昨日、最高裁で、「宮本から君へ」助成金不交付決定処分取消訴訟の判決があり、逆転勝訴となったようですね。
ホント、おめでとうございます。訴状提出から、約4年、お疲れさまでした。
さて、僕自身、昨日、敗訴になると予想していたのは、請求の趣旨において、義務付け訴訟が提起されていないから、相手方が有利かな?と思ったからです。
最高裁判決(2頁目)に基づき、助成金を受給するまでの手続きを確認すると、
1.助成金の交付を受けようとする者が、助成金交付要望書を理事長に提出
2.理事長は、基金運営委員会の議を経て、助成対象活動及び助成額の内定を通知
3.交付の内定の通知を受けた者は、助成金交付申請書を理事長に提出
4.理事長は、内容を審査し、助成金を交付すべきと認めた場合、交付決定を通知
という流れになります。
今回の訴訟は、上記4の判断で 不交付決定 されたものを取消せ!とするもので、交付の決定を求めるものではありません。
よって、最高裁判決は、上記3まで完了したというところまで戻しますよ!というもので、再度、上記4の内容審査が必要となります。

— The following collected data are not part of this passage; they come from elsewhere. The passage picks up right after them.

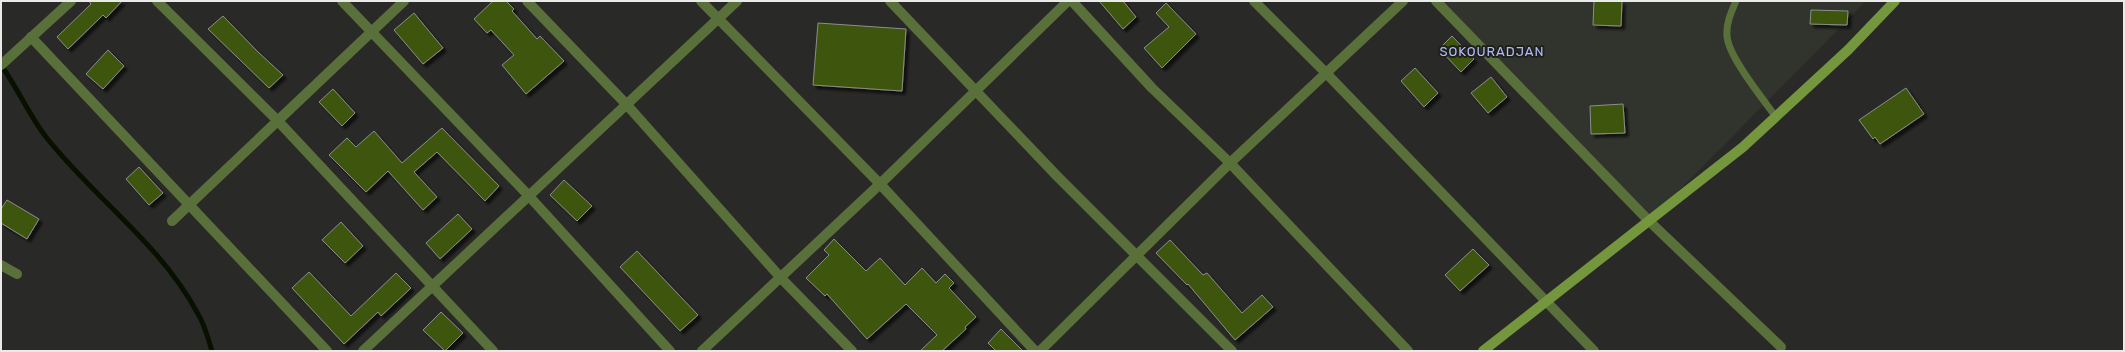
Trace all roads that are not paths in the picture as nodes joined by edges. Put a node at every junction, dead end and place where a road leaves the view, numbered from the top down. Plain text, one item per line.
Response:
1 (71, 1) edge
2 (157, 1) edge
3 (342, 1) edge
4 (404, 1) edge
5 (527, 1) edge
6 (701, 1) edge
7 (737, 1) edge
8 (890, 1) edge
9 (1068, 1) edge
10 (1072, 1) edge
11 (1254, 1) edge
12 (1403, 1) edge
13 (1436, 1) edge
14 (1736, 1) edge
15 (1895, 1) edge
16 (718, 18) junction
17 (371, 32) junction
18 (31, 37) junction
19 (1, 65) edge
20 (1327, 74) junction
21 (975, 92) junction
22 (627, 105) junction
23 (1776, 117) junction
24 (278, 121) junction
25 (1230, 163) junction
26 (880, 184) junction
27 (528, 195) junction
28 (189, 205) junction
29 (172, 221) dead end
30 (1649, 221) junction
31 (1136, 255) junction
32 (1, 264) edge
33 (17, 274) dead end
34 (781, 278) junction
35 (433, 285) junction
36 (1547, 302) junction
37 (1782, 348) dead end
38 (327, 351) edge
39 (363, 351) edge
40 (493, 351) edge
41 (670, 351) edge
42 (702, 351) edge
43 (852, 351) edge
44 (1035, 351) edge
45 (1040, 351) edge
46 (1232, 351) edge
47 (1408, 351) edge
48 (1484, 351) edge
49 (1594, 351) edge

1 - 18 street
2 - 24 street
3 - 17 street
4 - 17 street
5 - 22 street
6 - 16 street
7 - 16 street
8 - 21 street
9 - 21 street
10 - 25 street
11 - 20 street
12 - 20 street
13 - 30 street
14 - 23 lane
15 - 23 main road
16 - 22 street
16 - 26 street
17 - 24 street
17 - 27 street
18 - 19 street
18 - 28 street
20 - 25 street
20 - 36 street
21 - 26 street
21 - 31 street
22 - 27 street
22 - 34 street
23 - 30 main road
24 - 28 street
24 - 35 street
25 - 31 street
25 - 47 street
26 - 34 street
26 - 44 street
27 - 35 street
27 - 41 street
28 - 29 street
28 - 38 street
30 - 36 main road
30 - 37 street
31 - 45 street
31 - 46 street
32 - 33 street
34 - 42 street
34 - 43 street
35 - 39 street
35 - 40 street
36 - 48 main road
36 - 49 street

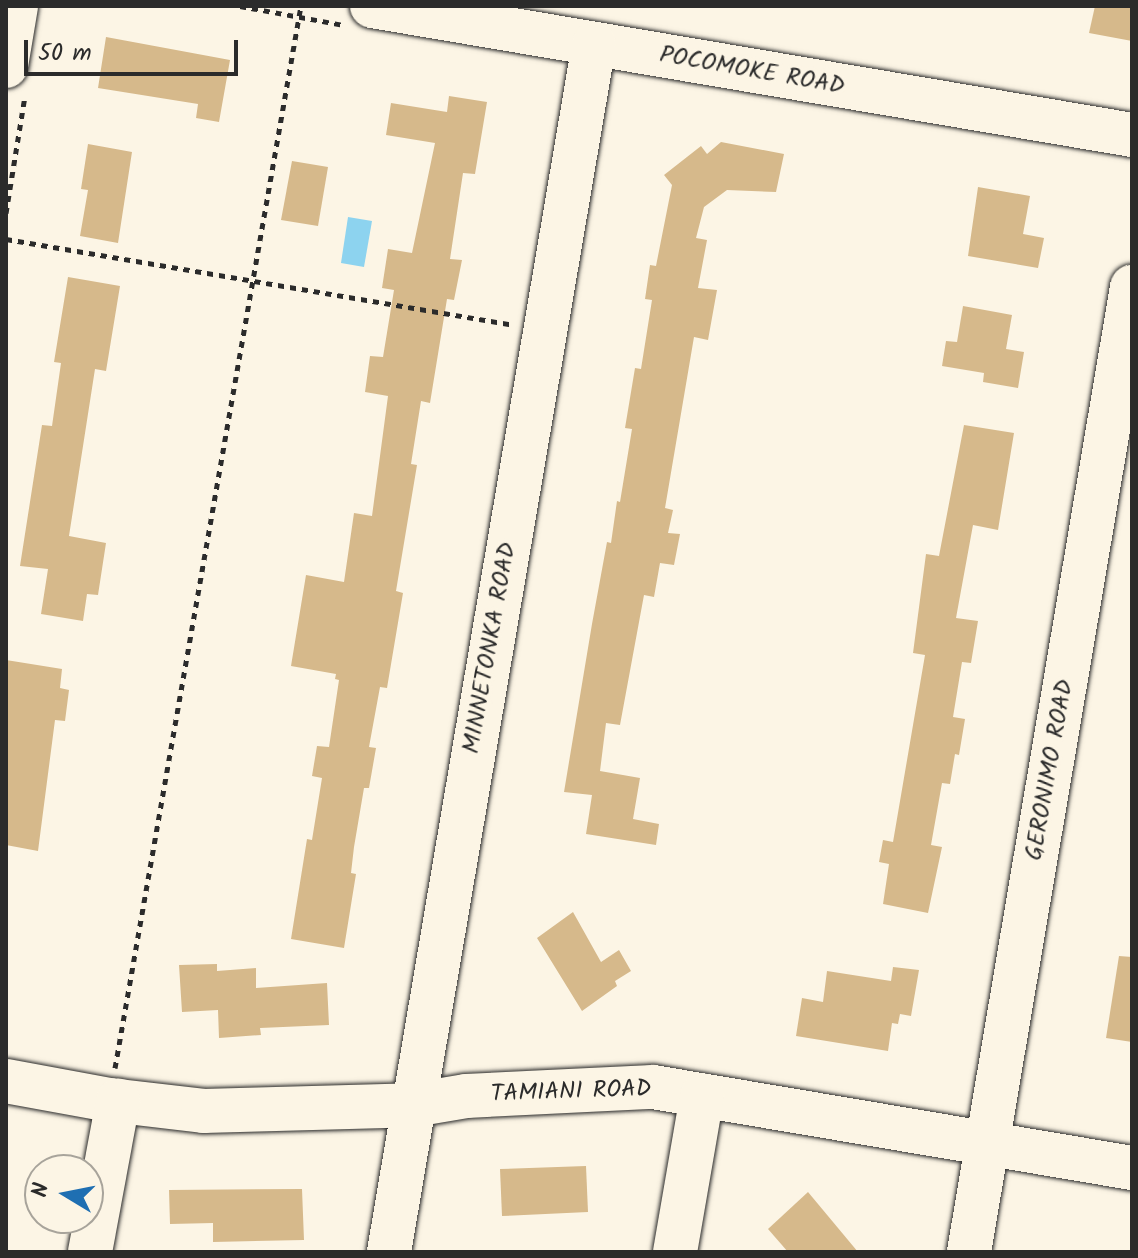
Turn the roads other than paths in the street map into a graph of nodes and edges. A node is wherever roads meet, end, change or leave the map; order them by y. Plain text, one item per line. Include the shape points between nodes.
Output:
1 (16, 6) edge
2 (359, 16) edge
3 (594, 44) junction
4 (17, 73) edge
5 (1132, 135) edge
6 (1132, 287) edge
7 (6, 1081) edge
8 (702, 1095) junction
9 (114, 1101) junction
10 (413, 1105) junction
11 (987, 1143) junction
12 (1132, 1168) edge
13 (90, 1252) edge
14 (389, 1252) edge
15 (675, 1252) edge
16 (969, 1252) edge

1 - 4 street
2 - 3 street, POCOMOKE ROAD
3 - 5 street, POCOMOKE ROAD
3 - 10 street, MINNETONKA ROAD
6 - 11 street, GERONIMO ROAD
7 - 9 street, TAMIANI ROAD
8 - 10 street, TAMIANI ROAD via 653,1087 466,1096
8 - 11 street, TAMIANI ROAD
8 - 15 street
9 - 10 street, TAMIANI ROAD via 203,1111
9 - 13 street
10 - 14 street, MINNETONKA ROAD
11 - 12 street, TAMIANI ROAD
11 - 16 street, GERONIMO ROAD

さすがに、再度、不交付決定することはないと思いますが、理論上、不交付決定が下されることもあるというものです。
ですので、取消訴訟に併せ、「平成31年4月1日付けの申請について、交付決定せよ!」という内容の義務付けの訴えも必要だったのでは?と思います。
とにかく、控訴審では、理事長側の請求が認められています。
いったい、控訴状及び控訴理由書は、どのような内容のものだったのだろうか?
判決に載っていない部分が、非常に興味あります。
今回の判決から、取消訴訟と義務付けを併合提起せず、取消訴訟単独という戦い方もありだな!と、僕にとっては大きな収穫です。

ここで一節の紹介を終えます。